Thursday, January 20, 2011

TOPIC DISCUSSION: Magnesium for pre eclampsia?



Magnesium sulphate increased prostacyclin production and that is a potent vasodilator.  Some people think this might be the reason for prevention of pre eclampsia and eclampsia where cerebral vasospams and decreased blood flow are thought to be contributory.  It prevents seizures by binding to Ca sites and not letting the muscles work as they are supposed to. 
Cardiac output usually increases following magnesium administration, compensating for the vasodilatation and minimising hypotension.  It is the first-line anticonvulsant for the management of pre-eclampsia and eclampsia, and it should be administered to all patients with severe pre-eclampsia or eclampsia. Magnesium is a moderate tocolytic but the evidence for its effectiveness remains disputed. 
What is the data?
1. Two studies randomized showed Mg sulfate over placebo to be preventive of seizures in severe pre eclampsia.

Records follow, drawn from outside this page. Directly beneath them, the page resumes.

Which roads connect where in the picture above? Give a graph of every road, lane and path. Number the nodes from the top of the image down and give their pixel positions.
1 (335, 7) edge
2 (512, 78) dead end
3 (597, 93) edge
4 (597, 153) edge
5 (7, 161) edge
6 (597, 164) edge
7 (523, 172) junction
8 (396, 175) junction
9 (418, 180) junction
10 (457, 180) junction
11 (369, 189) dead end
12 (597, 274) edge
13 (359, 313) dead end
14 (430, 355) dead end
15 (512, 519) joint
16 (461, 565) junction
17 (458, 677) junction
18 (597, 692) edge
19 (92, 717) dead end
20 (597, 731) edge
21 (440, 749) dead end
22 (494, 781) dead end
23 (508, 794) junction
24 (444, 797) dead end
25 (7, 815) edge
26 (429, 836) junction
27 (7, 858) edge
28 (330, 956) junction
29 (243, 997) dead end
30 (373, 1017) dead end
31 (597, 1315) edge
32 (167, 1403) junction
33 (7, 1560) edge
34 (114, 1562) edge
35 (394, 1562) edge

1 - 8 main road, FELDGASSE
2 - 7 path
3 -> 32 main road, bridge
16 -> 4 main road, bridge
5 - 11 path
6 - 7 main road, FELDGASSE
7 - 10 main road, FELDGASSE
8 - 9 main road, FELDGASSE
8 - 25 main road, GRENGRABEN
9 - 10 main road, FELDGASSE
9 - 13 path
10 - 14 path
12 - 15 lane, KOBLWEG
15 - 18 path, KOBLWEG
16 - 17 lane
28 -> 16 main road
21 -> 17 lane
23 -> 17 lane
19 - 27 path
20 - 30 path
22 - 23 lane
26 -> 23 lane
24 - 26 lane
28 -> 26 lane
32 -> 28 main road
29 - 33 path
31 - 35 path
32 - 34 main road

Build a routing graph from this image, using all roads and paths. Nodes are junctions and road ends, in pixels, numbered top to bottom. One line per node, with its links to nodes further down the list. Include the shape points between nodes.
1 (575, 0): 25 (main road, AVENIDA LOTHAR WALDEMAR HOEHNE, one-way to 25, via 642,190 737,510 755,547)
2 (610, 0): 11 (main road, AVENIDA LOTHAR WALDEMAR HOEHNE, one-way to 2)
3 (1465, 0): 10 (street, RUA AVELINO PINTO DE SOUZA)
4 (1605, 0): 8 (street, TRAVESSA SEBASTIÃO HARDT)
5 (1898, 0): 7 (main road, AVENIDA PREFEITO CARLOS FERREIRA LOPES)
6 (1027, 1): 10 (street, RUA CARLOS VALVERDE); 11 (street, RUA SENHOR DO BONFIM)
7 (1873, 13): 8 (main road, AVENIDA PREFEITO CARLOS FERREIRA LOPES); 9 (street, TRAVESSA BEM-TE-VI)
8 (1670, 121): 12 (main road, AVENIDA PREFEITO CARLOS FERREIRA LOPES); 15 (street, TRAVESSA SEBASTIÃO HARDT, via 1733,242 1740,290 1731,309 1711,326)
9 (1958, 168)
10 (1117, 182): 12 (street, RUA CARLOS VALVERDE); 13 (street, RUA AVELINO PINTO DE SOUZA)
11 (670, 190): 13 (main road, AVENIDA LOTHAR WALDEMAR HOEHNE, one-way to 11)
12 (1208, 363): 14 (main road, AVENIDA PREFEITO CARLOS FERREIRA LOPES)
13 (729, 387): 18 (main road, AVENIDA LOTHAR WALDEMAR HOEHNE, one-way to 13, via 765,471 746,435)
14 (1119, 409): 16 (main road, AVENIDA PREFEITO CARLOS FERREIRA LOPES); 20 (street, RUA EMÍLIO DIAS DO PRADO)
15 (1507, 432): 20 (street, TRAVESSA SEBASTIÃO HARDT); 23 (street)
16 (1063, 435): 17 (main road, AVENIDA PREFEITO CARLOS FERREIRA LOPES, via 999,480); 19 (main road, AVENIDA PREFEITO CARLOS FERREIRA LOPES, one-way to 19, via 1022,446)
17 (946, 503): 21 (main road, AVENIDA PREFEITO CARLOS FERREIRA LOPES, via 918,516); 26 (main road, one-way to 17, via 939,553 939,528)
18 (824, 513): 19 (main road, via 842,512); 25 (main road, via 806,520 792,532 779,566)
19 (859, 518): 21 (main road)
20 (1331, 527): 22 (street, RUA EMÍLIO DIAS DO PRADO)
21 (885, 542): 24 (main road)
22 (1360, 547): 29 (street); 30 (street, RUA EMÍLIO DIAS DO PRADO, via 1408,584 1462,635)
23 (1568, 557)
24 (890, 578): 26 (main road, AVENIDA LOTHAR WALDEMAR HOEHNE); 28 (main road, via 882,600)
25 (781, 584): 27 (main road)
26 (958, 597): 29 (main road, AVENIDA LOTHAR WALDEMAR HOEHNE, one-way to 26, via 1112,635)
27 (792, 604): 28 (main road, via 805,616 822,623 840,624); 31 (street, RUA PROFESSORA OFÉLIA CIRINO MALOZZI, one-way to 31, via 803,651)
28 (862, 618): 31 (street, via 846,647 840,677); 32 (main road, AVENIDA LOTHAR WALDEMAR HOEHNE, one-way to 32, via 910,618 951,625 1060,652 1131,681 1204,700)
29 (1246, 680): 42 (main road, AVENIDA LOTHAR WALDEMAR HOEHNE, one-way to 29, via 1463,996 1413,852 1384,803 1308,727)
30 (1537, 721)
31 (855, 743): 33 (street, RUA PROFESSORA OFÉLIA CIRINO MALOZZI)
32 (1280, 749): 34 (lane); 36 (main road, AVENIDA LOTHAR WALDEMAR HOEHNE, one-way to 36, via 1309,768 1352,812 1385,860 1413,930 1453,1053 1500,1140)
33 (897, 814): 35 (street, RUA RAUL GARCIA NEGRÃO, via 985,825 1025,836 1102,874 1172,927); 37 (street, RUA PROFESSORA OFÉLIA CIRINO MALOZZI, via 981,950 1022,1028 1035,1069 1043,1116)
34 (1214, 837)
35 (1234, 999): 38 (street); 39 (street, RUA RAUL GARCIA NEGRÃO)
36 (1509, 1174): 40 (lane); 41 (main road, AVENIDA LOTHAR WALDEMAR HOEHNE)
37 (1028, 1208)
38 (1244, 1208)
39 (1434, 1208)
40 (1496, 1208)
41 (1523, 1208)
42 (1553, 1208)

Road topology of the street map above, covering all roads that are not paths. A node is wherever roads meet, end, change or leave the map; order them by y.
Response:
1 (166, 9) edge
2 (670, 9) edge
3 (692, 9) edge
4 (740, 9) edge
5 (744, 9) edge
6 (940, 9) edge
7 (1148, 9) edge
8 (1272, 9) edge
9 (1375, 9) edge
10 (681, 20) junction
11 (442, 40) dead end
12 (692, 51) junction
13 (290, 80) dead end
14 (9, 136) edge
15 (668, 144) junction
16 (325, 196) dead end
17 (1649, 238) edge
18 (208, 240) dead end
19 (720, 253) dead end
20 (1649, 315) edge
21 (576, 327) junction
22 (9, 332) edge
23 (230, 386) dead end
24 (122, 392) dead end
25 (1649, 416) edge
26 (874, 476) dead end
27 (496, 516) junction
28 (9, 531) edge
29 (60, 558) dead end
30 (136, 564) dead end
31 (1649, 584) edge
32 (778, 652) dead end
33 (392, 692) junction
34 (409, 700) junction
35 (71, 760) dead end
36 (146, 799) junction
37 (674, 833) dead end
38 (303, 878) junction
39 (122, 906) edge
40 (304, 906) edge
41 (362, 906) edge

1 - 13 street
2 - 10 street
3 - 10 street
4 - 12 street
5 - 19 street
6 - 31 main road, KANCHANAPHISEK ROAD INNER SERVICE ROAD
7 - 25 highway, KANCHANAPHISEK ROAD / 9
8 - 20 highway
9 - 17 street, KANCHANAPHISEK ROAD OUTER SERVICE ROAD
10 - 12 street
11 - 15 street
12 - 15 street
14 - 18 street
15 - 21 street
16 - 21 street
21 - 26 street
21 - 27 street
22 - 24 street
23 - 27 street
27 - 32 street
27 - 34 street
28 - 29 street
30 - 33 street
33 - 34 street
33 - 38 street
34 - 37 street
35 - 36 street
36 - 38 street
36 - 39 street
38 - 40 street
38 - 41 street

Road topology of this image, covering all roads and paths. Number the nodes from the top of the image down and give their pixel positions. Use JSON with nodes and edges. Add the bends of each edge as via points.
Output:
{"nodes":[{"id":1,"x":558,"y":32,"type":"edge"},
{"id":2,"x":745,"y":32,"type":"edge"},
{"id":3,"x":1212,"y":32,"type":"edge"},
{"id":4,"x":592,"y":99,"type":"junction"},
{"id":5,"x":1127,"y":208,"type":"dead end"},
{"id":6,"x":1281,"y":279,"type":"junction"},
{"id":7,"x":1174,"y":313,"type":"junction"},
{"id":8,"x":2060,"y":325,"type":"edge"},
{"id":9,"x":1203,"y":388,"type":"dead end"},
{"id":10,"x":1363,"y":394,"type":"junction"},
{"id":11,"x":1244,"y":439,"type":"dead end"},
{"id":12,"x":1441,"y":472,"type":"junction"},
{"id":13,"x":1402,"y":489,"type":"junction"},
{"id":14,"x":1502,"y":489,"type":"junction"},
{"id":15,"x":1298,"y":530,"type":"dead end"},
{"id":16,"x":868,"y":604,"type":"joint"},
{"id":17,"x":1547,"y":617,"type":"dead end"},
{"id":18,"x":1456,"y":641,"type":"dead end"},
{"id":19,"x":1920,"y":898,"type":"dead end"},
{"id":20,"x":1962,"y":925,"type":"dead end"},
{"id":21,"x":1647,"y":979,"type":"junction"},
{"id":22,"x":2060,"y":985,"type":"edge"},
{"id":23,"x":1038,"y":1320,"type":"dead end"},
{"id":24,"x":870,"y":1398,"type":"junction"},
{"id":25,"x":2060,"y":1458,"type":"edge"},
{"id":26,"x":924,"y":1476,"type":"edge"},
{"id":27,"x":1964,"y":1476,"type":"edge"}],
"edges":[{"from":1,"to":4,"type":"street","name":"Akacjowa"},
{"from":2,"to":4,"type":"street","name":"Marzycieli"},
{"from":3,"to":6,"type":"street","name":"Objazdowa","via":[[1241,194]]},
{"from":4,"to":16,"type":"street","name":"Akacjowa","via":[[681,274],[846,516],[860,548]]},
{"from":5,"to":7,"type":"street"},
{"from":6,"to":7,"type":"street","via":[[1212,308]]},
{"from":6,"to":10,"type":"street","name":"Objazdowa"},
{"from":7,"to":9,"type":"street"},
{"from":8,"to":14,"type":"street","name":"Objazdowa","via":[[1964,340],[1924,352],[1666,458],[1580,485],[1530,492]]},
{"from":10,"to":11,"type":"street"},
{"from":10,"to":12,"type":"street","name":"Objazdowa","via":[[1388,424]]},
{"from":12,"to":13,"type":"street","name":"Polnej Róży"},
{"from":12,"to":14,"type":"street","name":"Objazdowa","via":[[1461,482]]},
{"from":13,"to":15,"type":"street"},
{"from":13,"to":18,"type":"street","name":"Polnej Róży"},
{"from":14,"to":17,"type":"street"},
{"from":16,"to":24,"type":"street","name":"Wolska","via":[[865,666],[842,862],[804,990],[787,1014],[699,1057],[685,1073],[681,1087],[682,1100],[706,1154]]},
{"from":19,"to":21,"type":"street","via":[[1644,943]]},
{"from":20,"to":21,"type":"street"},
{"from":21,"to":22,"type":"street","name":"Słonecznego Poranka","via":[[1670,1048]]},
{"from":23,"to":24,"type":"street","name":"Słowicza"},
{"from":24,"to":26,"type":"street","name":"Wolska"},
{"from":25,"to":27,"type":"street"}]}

2. Overview of all controlled randomized trials comparing mg sulfate in pre eclampsia as an anticonvulsants show its superiority versus placebo
3. ACOG recommends that use of mg sulfate in women with severe pre eclampsia and that there is lack of consensus as to women in mild pre eclampsia require such treatment or not given small data on that.
Can acute magnesium toxicity occur in the obstetric literature and patients? Magnesium levels when checked are high in these patients getting doses of magnesium but no toxicity is seen.  It is rare. Literature has few cases reported but mostly were due to accidental overdosing of the agent. 
The normal plasma concentration of magnesium is 0.8-1.0 mmol/L  or 1.7 to 2.2 mg/dL. and the suggested therapeutic range in pregnancy 1.7 to 3.5 mmol/L  or 4.8-8.4mg/dl. Complicating the interpretation of serum magnesium is that it can be reported in milligrams per decilitre (mg/dL), milliequivalents per litre (mEq/L) or millimoles per litre.  As a divalent ion, the latter two are not the same. Deep tendon reflexes are diminished or lost between 3.5 and 5.0 mmol/L, with respiratory paralysis thought to occur at  >= 7.5 mmol/L, although significant ventilatory changes occur at lower concentration. Central nervous system depression in conjunction with serious cardiac conduction abnormalities is seen at 7.5 mmol/L and cardiac arrest possible at >=12.5 mmol/L. It also depends on when you draw the level and initially you might get a very high value. 
The most common regimen for prevention in pregnant females is a loading dose of 6 g intravenously over 15 to 20 minutes followed by 2 g per hour as a continuous infusion. If someone is in renal failure, lower doses are suggested as main route of clearance is kidney. Following serum magnesium levels is not required if the woman's clinical status is closely monitored for evidence of potential magnesium toxicity. So we don't need to be chasing mg values.